最後に覚えているのは、残業でヘトヘトになってフトンに倒れ込んだ所まで。きっとそのまま私は過労死したんだろう。
母ちゃん、親不孝な娘でゴメン...
「...様...ベアトリーチェお嬢様!?」
「えっ!? あ、あぁ、ゴメン、シンシア。なに?」
「...あ、あの...大丈夫なんですか!? 頭を打っておかしくなったとか...」
「アハハッ! や、やだなぁ! 私はなんともないよ? ほらこの通り元気元気! ゴメンね、心配掛けて」
「...やっぱり変です。お嬢様は他人に謝ったりなどしない。まして私なんかに何度も何度も...有り得ません...旦那様と奥様にご連絡しますね? お医者様に診てもらわないと...」
「わぁあああっ! 待って待って! 本当に大丈夫だから! お願いだから大袈裟にしないで!」
出て行こうとするシンシアを呼び止めながら、私はベアトリーチェの記憶を探る。
うわぁ...これは酷い...シンシアがこうなっちゃう訳だよ...気に入らないことがあるとすぐ癇癪を起こして物を投げ付ける。紅茶の温度が温いって言っては紅茶を頭からぶっ掛ける。その他殴ったり蹴ったりは日常茶飯事って...ベアトリーチェ、なにやらかしてんの!? お前はどこの暴君だよ!?

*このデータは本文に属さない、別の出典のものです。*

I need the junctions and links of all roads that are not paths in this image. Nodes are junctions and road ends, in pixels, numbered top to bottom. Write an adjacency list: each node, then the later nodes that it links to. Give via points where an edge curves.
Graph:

...シンシア、良く耐えて来れたな...普通ならこんな傍若無人なお嬢様の所なんてさっさと辞めるだろ? SNSに挙げられたりしたら大炎上間違いなし。訴えられたら間違いなく多額の慰謝料請求されるだろ。
いやだからSNSは無いってば!
「コホン...と、とにかくなんでもないから気にしないで? あぁ、そうだ! 喉が渇いちゃったからお茶入れてくれない?」
「...ハァ...分かりました...」
物凄く不信感たっぷりってな顔で下がって行ったな。まぁ今はこれでいいや。シンシアとの関係は追々改善して行くことにしよう。
さて、この世界が私の好きだった小説『悪役令嬢は二度死ぬ』の世界だってことは、今のシンシアとの会話でも間違いないと思われる。

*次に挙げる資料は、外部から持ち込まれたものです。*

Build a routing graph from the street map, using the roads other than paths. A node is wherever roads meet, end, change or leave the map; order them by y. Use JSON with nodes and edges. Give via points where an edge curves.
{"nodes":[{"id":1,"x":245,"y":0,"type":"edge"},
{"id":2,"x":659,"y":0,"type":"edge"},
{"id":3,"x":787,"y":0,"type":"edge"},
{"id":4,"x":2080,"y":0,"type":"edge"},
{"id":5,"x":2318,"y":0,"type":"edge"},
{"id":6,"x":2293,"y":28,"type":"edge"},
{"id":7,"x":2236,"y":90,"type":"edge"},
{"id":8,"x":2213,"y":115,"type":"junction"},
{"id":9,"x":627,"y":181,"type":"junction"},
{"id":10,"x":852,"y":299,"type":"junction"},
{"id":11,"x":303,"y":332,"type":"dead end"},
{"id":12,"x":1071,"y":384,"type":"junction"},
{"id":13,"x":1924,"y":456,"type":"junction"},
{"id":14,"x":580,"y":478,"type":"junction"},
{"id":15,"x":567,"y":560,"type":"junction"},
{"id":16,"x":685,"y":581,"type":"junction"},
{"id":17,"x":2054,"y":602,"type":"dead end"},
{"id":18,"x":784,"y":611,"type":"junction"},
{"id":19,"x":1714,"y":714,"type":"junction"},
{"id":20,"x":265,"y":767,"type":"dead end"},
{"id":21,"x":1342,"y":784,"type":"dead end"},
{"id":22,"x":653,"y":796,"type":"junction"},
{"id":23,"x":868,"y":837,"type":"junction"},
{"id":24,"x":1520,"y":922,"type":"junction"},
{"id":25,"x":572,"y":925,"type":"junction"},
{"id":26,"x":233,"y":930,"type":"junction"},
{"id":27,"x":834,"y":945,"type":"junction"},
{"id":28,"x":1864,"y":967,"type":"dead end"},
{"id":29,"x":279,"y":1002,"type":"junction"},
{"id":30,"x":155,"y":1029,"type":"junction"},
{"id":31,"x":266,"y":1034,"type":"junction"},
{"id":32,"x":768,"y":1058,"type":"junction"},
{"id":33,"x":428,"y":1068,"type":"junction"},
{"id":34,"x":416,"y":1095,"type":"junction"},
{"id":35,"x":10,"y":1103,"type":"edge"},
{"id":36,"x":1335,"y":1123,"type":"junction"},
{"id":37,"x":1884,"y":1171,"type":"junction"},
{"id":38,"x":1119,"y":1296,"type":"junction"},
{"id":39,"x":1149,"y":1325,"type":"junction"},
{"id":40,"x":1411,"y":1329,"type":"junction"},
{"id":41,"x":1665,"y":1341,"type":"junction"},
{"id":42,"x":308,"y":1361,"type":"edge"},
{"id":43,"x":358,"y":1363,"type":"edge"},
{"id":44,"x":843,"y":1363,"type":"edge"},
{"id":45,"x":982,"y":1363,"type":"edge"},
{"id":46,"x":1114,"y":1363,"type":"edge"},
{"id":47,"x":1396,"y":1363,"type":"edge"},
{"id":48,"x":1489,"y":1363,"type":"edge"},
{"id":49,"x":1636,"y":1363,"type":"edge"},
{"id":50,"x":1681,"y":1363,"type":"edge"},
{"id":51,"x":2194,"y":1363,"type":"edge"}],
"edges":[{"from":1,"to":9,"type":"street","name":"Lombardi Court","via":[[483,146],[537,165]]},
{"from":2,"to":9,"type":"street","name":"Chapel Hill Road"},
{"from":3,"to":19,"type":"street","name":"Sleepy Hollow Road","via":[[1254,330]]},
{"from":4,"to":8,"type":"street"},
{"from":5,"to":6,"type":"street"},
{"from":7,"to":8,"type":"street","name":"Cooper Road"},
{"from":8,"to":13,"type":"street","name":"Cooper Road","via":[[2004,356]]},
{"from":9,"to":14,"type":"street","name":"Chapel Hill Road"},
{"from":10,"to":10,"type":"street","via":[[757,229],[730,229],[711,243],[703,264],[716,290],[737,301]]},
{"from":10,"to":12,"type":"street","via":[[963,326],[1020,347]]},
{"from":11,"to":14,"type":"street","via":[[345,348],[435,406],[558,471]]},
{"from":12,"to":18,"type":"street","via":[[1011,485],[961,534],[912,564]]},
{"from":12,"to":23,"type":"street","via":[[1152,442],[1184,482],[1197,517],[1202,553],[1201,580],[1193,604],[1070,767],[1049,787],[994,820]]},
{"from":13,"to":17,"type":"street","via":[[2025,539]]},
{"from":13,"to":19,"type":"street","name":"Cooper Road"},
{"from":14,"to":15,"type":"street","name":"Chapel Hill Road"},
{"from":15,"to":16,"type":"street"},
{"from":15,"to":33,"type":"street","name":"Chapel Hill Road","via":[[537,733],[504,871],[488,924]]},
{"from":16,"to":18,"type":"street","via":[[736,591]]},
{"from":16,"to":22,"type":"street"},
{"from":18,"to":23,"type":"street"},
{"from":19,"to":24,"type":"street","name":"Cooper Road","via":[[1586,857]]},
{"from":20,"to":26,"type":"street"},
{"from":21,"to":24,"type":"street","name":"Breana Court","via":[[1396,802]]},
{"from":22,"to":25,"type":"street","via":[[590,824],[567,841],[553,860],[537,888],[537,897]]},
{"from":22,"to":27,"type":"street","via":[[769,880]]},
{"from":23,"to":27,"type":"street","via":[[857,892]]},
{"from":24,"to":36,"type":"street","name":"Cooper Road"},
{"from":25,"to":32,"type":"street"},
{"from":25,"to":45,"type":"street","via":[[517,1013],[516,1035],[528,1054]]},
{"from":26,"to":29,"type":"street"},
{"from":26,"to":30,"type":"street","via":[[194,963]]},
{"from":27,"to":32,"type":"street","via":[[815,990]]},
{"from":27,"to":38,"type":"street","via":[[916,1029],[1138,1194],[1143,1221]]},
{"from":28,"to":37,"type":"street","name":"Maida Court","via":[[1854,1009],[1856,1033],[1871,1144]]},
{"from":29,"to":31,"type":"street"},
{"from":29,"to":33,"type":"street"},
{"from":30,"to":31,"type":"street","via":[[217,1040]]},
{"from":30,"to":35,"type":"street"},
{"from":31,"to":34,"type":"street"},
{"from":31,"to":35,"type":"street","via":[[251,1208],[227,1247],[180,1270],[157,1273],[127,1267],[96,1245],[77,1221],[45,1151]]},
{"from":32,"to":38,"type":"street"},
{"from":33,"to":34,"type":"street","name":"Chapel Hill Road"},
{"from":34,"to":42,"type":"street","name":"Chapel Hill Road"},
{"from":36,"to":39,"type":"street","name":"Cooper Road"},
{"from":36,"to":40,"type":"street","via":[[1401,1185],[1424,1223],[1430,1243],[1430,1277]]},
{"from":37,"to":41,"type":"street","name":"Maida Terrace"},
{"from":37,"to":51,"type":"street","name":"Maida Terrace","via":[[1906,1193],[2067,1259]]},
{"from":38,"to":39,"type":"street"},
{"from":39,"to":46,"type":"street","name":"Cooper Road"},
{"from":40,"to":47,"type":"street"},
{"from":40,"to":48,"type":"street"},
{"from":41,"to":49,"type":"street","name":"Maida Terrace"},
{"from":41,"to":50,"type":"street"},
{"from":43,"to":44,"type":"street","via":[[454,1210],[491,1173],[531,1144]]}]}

小説の中でベアトリーチェはとにかく傲慢な令嬢で、使用人に対し虫ケラのような扱いをしたから、最後の最後で使用人に裏切られるのよね。
小説を読んでいた時は「ざまぁ!」って思ってたもんだけど、いざ自分がその立場になったら冗談じゃない! そんな運命迎えて堪るもんか!
この小説はタイトル通り、悪役令嬢は死亡エンドを迎える訳だけども、私はその運命とやらに断固抗って見せる!
絶対に死亡エンドを回避するんだ!
そのためにまずやることは...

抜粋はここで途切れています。